Observation data Epoch J2000 Equinox ICRS
- Constellation: Musca
- Right ascension: 11^{h} 52^{m} 02.4285^{s}
- Declination: −67° 12′ 20.991″
- Apparent magnitude (V): 7.2 Max. 21 Min.

Characteristics
- Variable type: Nova

Astrometry
- Proper motion (μ): RA: −5.056±0.451 mas/yr Dec.: 1.193±0.324 mas/yr
- Parallax (π): 0.4702±0.2193 mas
- Distance: 2480+3780 −300 pc
- Other designations: AAVSO 1147-66, Nova Mus 1983, Gaia DR2 5236081560713688448

Database references
- SIMBAD: data

= GQ Muscae =

Nova in the constellation Musca

GQ Muscae, also known as Nova Muscae 1983, is a nova in the constellation Musca, which was discovered by William Liller at 03:20 UT on 18 January 1983. At the time of its discovery it was a magnitude ≈7.2 object, and it subsequently faded.

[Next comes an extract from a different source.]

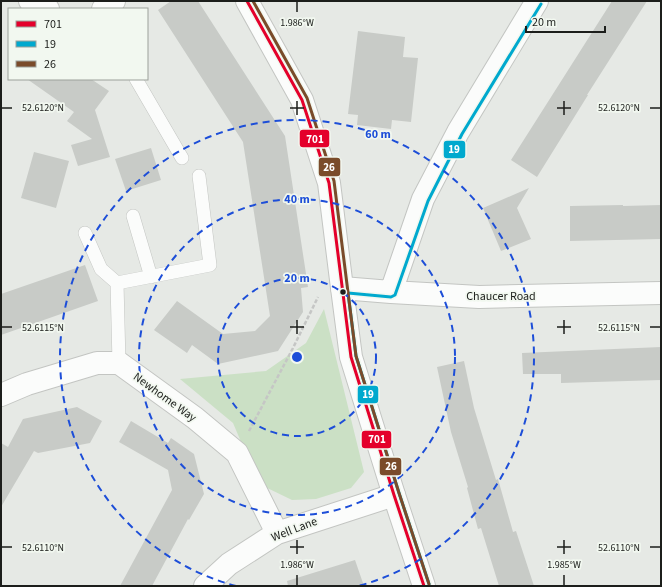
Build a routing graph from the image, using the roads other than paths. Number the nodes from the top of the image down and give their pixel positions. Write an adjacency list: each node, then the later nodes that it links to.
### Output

GQ Muscae is a binary star system composed of a white dwarf and small star, the donor star, that is about 10% as massive as the Sun. The two orbit each other every 1.4 hours. The white dwarf accumulates material from the donor star until a runaway nuclear thermonuclear reaction erupts, as it did in 1983. GQ Muscae was the first nova from which X-rays were detected.